Thursday, September 17, 2015

Blackberry, Blackberry, Blackberry

With a title like “Meditation at Lagunitas”, I expected Robert Hass’s poem to be a bit more soothing than it is. Though the images represented in his work are beautiful and vivid, they are connected to one of the author’s solemn memories; a past lover he was enamored with. The poem begins with the line, “All the new thinking is about loss.” Hass then delves into this idea in the proceeding lines, using images such as a “clown- / faced woodpecker probing the dead sculpted trunk / of that black birch” to extend the tone of tone of grief he feels after losing his lover and, in a way, some sort of natural setting of his childhood. The woodpecker symbolizes his own form of personal sadness, and the black birch is, in a way, his psyche after suffering the losses he has experienced. Hass then begins to describe a scene in which he is sharing a “thin wire of grief” with a “querulous” tone with a friend of his. (Querulous, by the way, means ‘in a petulant manner’, and it might be my new favorite word) This scene is also depicted to be late at night, so it gives the reader an idea of a dark, gray setting in which two friends are sharing their woes. It’s almost as if the air around you turns just as somber as you continue to read from Hass’s experiences. He begins to describe of a woman he had intimate relations with, and how being with her reminded him of his childhood home.
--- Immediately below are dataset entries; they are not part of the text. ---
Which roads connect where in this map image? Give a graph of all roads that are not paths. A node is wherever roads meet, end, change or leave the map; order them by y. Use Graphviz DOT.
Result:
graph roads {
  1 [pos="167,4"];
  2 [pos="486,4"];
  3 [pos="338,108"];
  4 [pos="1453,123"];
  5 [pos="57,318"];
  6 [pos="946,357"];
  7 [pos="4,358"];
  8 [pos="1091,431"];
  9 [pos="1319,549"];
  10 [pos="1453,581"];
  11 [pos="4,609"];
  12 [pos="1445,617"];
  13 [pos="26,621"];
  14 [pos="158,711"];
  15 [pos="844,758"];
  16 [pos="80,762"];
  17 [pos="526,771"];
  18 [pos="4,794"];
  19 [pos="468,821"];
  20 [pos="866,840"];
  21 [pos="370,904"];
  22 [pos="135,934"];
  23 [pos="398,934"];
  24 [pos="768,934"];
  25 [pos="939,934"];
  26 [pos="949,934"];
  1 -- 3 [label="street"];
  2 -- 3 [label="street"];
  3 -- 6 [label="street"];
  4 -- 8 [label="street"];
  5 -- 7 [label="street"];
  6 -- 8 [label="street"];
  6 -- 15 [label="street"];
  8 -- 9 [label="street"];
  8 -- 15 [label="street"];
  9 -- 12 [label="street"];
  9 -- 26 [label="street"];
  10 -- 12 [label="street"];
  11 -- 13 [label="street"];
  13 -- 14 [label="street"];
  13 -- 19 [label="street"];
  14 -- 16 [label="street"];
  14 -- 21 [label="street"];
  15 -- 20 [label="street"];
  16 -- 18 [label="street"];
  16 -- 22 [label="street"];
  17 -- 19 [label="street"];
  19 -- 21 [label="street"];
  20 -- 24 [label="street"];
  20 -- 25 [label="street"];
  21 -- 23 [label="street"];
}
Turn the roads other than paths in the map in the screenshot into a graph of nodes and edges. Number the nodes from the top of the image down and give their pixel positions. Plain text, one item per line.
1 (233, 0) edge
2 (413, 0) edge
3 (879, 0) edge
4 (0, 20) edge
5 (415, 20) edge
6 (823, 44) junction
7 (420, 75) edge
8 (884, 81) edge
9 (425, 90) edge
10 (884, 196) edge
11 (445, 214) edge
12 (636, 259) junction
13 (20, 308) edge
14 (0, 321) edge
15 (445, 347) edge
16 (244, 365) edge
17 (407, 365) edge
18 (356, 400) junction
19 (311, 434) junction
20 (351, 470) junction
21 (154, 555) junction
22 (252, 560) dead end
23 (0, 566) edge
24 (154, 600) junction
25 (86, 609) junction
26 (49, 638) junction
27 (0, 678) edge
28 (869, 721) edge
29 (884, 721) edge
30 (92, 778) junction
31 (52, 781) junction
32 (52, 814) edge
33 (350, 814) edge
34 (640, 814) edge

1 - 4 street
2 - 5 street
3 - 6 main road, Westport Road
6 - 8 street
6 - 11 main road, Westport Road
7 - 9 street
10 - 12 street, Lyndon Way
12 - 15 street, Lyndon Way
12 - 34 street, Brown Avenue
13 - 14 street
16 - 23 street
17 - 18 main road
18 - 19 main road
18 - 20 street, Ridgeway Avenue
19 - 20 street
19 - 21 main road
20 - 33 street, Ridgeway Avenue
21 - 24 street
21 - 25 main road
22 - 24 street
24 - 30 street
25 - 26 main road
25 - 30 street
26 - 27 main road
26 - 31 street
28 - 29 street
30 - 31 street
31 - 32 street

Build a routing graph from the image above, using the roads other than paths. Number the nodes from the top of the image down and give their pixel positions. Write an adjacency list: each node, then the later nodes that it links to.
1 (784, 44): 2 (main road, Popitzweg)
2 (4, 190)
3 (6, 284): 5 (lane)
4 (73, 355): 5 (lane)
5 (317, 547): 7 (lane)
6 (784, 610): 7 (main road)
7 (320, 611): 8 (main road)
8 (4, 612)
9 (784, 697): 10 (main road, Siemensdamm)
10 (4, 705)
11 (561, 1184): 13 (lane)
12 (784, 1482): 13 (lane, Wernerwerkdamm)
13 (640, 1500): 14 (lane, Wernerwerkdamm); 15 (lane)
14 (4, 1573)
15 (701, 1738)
This portion of the work is written so beautifully and seamlessly that the audience can sense his “thirst for salt”, see the “island willows”, and hear the “silly music from the pleasure boat”. At this point, just with his vivid imagery, Hass manages to make the reader feel both longing for a lost lover and a childhood home which they have never had. Hass then returns to the image of the woman, saying how he remembers “the way her hands dismantled bread, / the thing her father said that hurt her, / what she dreamed.” Here Hass has managed to take the reader from a somber scene in the middle of the night, to a bright memory of his childhood, and then back to images of the woman he is lamenting in the first place. Through his vivid words it’s almost impossible not to see each one of the things he describes, and to feel sorrow that they are gone. At the close of the poem, I felt as if I should have been saying “blackberry” with Hass to grieve with him. 

1 comment:

  1. The poem is indeed beautifully depressing. "All the new thinking is about loss. In this it resembles all the old thinking" - those are some crushing opening lines. The actual place appears late in this one but connected to bittersweet childhood memories it evokes some strong images. What Hass does pretty well is to show us that places are often defined through memories and encounters. This is why the woman is some important, even in a poem about place.